Desserts that fall from the sky
Wednesday, February 10, 2010
Riding the MARC train to Baltimore a day before last week's blizzard, I overheard two older women reminiscing about snow cream. I hadn't thought about it in years, but a murky memory surfaced of crumbly, sweetened snow accompanied by supreme excitement. It is a child's winter novelty, the stuff of snow days, reloading after a snowball fight and impatiently watching flakes accumulate in a bowl my mother had set outside.
Making snow cream couldn't be simpler: Mix together freshly fallen snow; milk, cream, or condensed milk; sugar; and vanilla. (Some recipes call for the addition of whole raw eggs, making the snow cream custardy.) This homemade cousin of slushies, shaved ice and sorbet might not dazzle the palate, but it is a low-budget, traditional treat of the Mid-Atlantic.
Snow cream probably is cherished in this region because snowstorms here are rare and thrilling events (though Snowmaggedon might have forever changed that). North Carolinians, in particular, seem to have a rich tradition of making snow cream: A recent request for recipes from a Raleigh news station prompted 23 responses. The recipes were largely similar, with the occasional variation, such as the addition of vanilla pudding.
Chloe Tuttle, an innkeeper in Williamston, N.C., a town that's lucky to get one snowfall a year, considers snow cream a peak pleasure of the winter season.

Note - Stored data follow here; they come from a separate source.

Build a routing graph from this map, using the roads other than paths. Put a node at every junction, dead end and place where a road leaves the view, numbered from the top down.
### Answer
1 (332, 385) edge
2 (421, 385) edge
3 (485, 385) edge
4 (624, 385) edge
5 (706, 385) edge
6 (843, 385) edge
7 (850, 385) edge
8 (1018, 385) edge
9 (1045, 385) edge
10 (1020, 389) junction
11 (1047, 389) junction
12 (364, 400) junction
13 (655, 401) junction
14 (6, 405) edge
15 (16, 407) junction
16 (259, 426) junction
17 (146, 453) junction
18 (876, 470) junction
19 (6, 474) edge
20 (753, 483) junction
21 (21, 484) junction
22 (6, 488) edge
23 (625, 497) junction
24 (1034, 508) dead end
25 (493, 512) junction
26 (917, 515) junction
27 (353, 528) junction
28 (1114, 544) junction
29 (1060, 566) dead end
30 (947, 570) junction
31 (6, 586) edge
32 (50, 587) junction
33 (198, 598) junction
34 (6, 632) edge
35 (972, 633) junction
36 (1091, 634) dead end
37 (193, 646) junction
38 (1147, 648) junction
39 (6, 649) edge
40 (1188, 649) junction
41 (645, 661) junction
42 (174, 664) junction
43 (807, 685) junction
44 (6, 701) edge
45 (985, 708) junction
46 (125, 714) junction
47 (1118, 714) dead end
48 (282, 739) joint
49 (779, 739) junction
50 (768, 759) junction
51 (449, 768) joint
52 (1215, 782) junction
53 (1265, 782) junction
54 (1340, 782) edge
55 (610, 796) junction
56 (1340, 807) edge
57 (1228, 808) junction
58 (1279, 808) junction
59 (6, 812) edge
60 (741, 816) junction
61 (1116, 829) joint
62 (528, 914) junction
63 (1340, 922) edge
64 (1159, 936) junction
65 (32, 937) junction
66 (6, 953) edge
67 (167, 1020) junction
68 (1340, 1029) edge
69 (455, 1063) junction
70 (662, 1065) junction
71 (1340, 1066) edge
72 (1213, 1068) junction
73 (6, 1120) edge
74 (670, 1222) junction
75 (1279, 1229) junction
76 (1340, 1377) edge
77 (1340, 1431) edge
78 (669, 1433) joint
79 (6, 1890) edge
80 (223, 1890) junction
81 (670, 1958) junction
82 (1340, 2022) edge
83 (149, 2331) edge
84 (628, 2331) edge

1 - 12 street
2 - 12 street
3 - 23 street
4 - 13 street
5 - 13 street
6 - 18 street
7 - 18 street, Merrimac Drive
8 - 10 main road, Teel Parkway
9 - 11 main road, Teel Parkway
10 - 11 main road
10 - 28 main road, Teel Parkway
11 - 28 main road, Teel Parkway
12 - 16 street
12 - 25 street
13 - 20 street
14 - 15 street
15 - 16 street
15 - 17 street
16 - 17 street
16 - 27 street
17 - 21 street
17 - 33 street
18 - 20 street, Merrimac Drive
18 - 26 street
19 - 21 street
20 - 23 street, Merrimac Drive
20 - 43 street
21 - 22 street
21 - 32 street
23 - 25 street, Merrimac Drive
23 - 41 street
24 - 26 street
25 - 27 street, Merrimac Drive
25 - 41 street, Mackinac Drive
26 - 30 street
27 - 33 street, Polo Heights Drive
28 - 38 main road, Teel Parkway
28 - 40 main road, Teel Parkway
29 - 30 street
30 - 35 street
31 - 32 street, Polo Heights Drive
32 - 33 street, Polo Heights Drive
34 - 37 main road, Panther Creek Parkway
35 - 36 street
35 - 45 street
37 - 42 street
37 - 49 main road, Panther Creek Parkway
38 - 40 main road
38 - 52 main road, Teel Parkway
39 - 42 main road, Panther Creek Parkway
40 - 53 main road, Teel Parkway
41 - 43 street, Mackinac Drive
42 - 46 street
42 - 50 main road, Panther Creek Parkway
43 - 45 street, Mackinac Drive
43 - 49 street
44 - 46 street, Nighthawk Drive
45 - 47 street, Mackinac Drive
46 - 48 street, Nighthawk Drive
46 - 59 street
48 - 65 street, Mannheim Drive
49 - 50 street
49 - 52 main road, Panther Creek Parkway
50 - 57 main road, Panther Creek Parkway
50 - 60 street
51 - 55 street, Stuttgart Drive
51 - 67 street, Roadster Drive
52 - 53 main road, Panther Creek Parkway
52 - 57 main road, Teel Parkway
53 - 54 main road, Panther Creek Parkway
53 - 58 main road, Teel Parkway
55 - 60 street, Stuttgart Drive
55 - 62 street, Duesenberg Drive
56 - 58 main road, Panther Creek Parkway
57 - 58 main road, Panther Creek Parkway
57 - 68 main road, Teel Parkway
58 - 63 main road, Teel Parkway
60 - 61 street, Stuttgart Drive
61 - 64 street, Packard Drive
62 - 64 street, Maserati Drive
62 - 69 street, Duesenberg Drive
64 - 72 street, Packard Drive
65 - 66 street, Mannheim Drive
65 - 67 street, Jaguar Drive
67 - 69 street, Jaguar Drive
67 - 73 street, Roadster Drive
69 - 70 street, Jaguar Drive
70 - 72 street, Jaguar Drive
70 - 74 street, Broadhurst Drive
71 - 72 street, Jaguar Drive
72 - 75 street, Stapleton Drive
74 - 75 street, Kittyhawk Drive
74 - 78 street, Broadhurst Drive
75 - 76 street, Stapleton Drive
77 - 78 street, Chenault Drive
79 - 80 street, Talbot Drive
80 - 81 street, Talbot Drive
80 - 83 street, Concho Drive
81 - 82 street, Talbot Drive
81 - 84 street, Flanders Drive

"As a child we would freeze big buckets of the stuff and eat it all through the year," Tuttle says. Her mother's recipe called for whole cream and "soft snow, the stuff you find after you scrape off the crusty top."
Beyond snow cream, snow has inspired confectioners for centuries.
Jeri Quinzio, author of "Of Sugar and Snow: A History of Ice Cream Making," says the first people who made ice cream used snow to freeze the cream. The Chinese, Iraqis and Persians might have been tinkering with various combinations of snow, ice and sweeteners for millennia. Meanwhile, cream-based desserts called snows were quite fashionable in Europe: In the 15th and 16th centuries, the French and British elites indulged in snow desserts heavy on cream and stabilized with egg whites, Quinzio says. A British recipe for "snow creams" from 1672 calls for a spoonful or two of rosewater to flavor the whipped mound.
In the 17th century, Quinzio notes, members of the Neapolitan aristocracy sent their servants into the Alps laden with large chests to collect snow, which was then soaked in wine and decorated with fruit and fennel.
Back in the New World, Native Americans were sweetening snow with maple sugar, according to a history of candy written by Ruth Freeman Swain. And Canadians say they have long poured hot maple syrup onto snow to create sticky maple toffee.
Over time, various regions of the United States developed their own combinations of sugar and ice, some of it unrelated to snow. In Hawaii's shave ice and New Orleans' snoballs, fruit-flavored syrups with a walloping concentration of sugar are the sweetener of choice.
Washington cookbook author and pastry chef David Guas says the snoball earned its place among New Orleans' culinary traditions during the Great Depression, when the Hansen family developed a machine to thinly and cleanly shave large blocks of ice, a naturally refreshing diversion from the heat. Today a variety of snoball stands in New Orleans compete for customers, each boasting ice as thin as paper, gilded with the freshest, most creative syrup flavors.
Guas, author of "Damgoodsweet," about New Orleans desserts, says he has ordered a customized ice-shaving machine that he hopes to use at a future bakery in Northern Virginia. In the meantime, he says, he is unlikely to use snow because the texture can't compete with the lightness of shaved ice. But for home cooks who'd like to experiment with a Washington-New Orleans snoball hybrid made with local snow, Guas recommends an all-natural syrup made from frozen fruit, such as strawberry, raspberry or blueberry.